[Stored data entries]
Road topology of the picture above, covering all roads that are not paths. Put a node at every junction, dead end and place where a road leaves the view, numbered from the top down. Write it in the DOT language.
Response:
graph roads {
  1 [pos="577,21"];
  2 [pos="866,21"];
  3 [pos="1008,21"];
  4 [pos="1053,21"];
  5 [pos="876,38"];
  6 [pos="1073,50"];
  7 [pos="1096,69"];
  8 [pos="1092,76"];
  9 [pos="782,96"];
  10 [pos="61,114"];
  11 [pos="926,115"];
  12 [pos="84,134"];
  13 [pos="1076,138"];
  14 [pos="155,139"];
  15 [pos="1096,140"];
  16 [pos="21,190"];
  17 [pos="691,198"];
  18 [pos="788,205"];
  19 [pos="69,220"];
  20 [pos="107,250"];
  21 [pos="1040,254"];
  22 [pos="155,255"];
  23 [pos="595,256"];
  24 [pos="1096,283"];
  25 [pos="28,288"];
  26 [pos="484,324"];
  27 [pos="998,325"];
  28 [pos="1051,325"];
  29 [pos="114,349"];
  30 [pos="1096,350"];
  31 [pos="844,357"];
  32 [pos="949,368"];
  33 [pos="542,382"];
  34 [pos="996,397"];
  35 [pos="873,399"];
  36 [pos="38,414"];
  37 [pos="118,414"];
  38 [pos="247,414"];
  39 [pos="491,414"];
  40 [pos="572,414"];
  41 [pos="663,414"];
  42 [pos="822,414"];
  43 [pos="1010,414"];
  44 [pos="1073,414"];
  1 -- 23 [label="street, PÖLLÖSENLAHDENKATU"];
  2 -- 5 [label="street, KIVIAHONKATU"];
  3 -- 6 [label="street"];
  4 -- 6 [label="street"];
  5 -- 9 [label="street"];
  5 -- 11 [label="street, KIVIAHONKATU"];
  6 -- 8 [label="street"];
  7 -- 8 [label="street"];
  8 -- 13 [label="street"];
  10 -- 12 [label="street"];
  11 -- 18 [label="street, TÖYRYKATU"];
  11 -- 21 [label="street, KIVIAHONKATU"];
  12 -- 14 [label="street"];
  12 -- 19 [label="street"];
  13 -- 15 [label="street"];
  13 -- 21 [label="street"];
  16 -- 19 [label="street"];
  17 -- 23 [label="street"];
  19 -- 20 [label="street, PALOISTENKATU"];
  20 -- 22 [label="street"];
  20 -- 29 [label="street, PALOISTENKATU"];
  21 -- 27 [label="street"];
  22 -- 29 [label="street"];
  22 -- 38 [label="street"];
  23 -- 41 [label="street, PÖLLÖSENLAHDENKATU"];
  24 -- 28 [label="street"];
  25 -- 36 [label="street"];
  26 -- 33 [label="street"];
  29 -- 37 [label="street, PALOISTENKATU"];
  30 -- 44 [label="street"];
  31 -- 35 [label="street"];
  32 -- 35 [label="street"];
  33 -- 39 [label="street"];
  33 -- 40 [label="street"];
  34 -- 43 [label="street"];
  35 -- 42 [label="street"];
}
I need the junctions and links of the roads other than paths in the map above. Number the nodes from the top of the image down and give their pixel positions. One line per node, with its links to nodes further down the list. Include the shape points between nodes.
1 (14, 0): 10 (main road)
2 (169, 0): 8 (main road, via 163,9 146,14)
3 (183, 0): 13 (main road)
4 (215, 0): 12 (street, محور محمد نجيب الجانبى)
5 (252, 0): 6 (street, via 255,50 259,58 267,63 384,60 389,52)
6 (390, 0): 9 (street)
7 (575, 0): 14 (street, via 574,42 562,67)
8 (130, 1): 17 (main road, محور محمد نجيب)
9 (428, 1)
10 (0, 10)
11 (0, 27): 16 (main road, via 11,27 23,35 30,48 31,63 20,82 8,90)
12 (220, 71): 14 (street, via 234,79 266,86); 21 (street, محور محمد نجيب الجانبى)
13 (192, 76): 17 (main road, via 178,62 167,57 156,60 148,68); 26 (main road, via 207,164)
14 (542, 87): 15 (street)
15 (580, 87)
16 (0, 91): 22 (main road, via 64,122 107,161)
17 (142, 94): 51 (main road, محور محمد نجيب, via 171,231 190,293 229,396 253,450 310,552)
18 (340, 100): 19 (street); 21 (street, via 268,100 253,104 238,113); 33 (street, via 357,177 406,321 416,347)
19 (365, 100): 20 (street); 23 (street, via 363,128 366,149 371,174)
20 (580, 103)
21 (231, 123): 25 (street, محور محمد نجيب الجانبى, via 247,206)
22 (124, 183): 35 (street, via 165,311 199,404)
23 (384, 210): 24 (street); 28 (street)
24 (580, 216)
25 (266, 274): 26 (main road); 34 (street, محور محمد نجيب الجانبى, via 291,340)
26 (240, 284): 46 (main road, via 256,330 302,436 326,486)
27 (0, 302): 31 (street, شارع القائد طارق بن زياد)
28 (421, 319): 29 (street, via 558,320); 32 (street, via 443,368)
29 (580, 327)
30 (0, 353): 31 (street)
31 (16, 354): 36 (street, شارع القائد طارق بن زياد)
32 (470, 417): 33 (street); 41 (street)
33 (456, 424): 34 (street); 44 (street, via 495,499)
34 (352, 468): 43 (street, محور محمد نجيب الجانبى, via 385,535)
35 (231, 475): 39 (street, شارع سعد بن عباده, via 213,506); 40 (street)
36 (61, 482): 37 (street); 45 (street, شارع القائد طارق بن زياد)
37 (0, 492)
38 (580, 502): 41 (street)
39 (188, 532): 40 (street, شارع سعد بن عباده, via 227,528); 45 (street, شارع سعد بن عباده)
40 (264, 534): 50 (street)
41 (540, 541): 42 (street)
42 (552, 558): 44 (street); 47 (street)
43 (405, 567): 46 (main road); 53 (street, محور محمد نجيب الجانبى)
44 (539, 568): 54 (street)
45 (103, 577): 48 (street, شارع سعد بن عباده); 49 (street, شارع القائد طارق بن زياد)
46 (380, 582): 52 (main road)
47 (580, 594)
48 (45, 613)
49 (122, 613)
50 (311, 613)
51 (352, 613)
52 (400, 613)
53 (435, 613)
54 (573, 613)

→ Task item: Return each line of the data that contains the string "KIVIAHONKATU".

→ Answer space:
  2 -- 5 [label="street, KIVIAHONKATU"];
  5 -- 11 [label="street, KIVIAHONKATU"];
  11 -- 21 [label="street, KIVIAHONKATU"];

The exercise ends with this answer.